PART 1 PROOFREADING AND ERROR CORRECTION [15 MIN] Proofread the given passage on answer sheet two as instructed.
The following passage contains TEN errors. Each indicated line contains a maximum of ONE error. In each case, only ONE word is involved. You should proof-read the passage and correct it in the following way:
For a wrong word, underline the wrong word and write the correct one in the blank provided at the end of the line.
For a missing word, mark the position of the missing word with a "^" sign and write the word you believe to be missing in the blank provided at the end of the line.
For an unnecessary word, cross the unnecessary word with a slash "/" and put the word in the blank provided at the end of the line. Example
When ^ art museum wants a new exhibit, [1]an it buys things in finished form and hangs them on the wall. [2]never When a natural history museum wants an exhibition, it must [3]exhibit often build it.

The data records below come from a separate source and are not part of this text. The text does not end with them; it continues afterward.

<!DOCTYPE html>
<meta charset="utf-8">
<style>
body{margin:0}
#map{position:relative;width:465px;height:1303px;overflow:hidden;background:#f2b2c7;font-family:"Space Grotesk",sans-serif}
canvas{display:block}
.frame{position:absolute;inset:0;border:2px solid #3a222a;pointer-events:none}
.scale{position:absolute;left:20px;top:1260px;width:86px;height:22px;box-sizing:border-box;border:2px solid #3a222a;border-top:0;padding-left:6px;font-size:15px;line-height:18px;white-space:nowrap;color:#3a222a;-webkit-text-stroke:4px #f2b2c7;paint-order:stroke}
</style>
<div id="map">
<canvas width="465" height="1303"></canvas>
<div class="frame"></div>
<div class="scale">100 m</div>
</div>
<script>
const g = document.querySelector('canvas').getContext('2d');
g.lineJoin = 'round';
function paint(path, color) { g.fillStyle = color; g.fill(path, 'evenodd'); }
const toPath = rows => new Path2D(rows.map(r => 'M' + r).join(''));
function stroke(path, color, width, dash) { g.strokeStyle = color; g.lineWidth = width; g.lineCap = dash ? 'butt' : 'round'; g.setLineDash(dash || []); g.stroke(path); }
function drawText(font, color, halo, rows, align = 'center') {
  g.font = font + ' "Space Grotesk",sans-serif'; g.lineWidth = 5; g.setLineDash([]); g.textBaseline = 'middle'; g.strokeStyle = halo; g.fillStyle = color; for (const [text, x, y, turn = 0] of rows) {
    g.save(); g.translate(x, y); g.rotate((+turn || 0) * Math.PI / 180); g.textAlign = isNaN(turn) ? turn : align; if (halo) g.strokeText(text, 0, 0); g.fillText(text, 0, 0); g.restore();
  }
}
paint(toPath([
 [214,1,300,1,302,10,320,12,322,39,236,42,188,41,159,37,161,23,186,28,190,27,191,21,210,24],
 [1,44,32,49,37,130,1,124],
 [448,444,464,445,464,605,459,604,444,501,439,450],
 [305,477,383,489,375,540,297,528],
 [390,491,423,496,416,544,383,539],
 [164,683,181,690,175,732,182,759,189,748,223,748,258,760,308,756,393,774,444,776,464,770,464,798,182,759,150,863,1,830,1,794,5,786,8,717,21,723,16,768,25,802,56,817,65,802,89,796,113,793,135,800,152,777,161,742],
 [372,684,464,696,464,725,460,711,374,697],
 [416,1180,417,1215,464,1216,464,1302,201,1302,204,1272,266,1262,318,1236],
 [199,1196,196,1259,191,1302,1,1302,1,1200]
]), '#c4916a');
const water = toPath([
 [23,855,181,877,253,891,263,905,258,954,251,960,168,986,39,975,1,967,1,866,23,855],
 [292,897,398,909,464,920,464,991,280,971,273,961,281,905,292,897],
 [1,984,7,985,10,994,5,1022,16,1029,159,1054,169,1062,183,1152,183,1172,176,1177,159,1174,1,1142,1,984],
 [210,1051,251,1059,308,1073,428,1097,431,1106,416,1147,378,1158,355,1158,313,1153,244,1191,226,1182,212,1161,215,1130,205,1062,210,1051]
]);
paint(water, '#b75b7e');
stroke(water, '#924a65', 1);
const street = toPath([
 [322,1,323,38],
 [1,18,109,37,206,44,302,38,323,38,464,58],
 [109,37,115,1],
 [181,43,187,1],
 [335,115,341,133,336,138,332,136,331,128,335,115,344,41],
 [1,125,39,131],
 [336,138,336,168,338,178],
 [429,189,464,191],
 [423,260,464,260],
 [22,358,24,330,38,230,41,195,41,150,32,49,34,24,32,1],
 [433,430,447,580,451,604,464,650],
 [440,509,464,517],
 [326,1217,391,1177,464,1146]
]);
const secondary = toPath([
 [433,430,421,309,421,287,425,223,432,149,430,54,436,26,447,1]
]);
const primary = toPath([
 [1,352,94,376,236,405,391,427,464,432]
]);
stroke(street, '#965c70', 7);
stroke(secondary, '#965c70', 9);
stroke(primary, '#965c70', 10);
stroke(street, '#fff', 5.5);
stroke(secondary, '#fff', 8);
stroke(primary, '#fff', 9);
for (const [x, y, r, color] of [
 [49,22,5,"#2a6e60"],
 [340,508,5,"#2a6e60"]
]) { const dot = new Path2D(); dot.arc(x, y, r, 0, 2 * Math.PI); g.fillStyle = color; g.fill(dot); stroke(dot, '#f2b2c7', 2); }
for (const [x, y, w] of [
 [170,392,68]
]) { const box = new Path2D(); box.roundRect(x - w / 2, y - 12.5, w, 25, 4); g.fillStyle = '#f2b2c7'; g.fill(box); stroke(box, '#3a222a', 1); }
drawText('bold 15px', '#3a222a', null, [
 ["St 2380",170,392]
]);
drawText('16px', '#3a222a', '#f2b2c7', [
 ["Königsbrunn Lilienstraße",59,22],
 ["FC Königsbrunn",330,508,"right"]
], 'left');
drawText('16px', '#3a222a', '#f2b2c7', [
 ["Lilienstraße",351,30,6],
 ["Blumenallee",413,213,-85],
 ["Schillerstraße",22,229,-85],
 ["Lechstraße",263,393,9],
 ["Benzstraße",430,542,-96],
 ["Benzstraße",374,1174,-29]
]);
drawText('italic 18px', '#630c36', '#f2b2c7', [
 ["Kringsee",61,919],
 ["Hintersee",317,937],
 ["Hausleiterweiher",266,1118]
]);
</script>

The grammatical words which play so large a part in English grammar are for the most part sharply and obviously different from the lexical words. A rough and ready difference which may seem the most obvious is that grammatical words have "less (1) meaning", but in fact some grammarians have called them (2) "empty" words as opposed in the "full" words of vocabulary. But (3) this is a rather misled way of expressing the distinction. Although a (4) word like the is not the name of something as man is, it is very far away from being meaningless. there is a sharp difference in (5) meaning between "man is vile" and "the man is vile", yet the is the single vehicle of this difference in meaning. (6) Moreover, grammatical words differ considerably among themselves as the amount of meaning they have even in the (7) lexical sense. Another name for the grammatical words has been "little words". But size is by no mean a good criterion for (8) distinguishing the grammatical words of English, when we consider (9) that we have lexical words as go, man, say, car. Apart from (10) this, however, there is a good deal of truth in what some people say: we certainly do create a great number of obscurity when we omit them. This is illustrated not only in the poetry of Robert Browning but in the prose of telegrams and newspaper headlines.